**Exercise directions:** In how many lines of the records does the word "that" appear? Reply with the number and nothing else.

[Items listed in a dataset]
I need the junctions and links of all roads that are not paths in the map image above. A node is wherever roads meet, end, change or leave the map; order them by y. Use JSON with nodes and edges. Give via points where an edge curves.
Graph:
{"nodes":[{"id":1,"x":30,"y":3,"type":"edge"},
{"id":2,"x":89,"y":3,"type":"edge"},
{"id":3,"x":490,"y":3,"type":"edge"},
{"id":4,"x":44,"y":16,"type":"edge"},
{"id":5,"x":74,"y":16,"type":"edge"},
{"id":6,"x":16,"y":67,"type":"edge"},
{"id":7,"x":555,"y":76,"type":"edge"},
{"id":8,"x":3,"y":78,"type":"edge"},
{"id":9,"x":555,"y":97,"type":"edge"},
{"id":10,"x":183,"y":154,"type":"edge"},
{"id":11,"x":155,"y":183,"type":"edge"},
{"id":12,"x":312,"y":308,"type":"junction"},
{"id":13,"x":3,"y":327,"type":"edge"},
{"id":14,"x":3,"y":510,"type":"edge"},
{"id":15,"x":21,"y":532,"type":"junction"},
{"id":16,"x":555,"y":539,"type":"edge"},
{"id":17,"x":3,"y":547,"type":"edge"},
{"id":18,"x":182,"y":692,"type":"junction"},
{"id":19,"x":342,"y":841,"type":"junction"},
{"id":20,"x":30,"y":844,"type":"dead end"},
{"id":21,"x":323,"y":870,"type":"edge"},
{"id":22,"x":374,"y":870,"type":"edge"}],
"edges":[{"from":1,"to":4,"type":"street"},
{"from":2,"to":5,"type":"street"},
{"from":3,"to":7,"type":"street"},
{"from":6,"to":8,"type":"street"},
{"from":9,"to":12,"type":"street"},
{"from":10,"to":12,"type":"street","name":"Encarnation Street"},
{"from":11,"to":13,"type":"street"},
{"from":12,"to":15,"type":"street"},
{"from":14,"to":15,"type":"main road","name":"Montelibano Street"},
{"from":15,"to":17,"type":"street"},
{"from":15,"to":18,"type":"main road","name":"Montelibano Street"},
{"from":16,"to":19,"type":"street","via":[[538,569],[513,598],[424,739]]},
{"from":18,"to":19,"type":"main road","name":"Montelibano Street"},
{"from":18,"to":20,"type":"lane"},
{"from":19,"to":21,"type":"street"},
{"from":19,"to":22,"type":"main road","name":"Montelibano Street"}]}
---
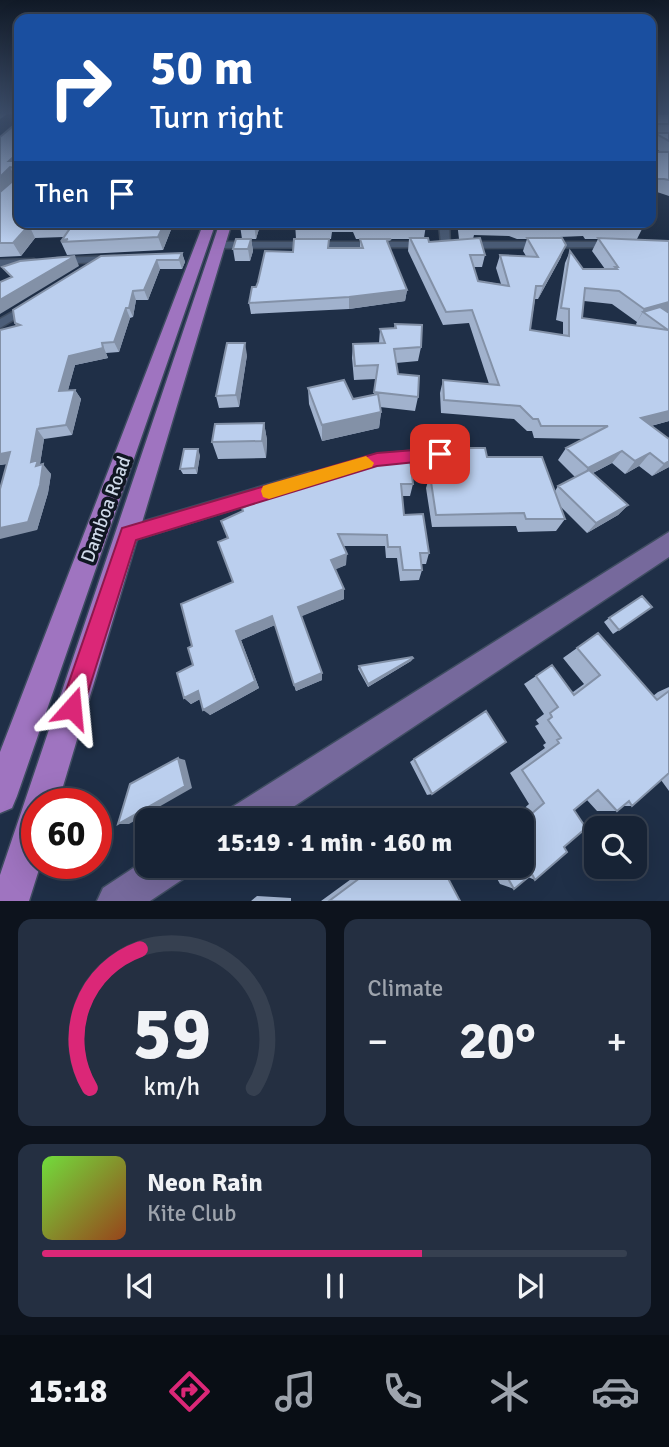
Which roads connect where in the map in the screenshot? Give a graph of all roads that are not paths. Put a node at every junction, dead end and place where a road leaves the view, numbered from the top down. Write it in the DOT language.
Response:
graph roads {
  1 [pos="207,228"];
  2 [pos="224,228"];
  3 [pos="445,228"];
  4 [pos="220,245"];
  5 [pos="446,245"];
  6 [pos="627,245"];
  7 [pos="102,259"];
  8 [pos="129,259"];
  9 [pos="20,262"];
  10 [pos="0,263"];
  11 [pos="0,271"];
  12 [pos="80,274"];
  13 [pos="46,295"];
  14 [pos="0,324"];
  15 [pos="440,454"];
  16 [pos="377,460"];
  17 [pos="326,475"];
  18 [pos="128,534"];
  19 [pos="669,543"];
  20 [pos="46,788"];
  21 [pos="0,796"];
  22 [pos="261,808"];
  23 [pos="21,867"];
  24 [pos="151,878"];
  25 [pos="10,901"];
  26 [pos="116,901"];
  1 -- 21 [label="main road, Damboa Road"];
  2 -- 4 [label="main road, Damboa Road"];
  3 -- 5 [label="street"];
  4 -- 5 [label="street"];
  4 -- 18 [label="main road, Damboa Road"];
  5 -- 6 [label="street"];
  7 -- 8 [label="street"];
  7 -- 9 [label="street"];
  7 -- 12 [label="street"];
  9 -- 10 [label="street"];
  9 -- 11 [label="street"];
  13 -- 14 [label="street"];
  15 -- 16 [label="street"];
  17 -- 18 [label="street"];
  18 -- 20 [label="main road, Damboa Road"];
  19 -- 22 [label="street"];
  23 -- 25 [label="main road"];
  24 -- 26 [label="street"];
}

**Exercise response:** 2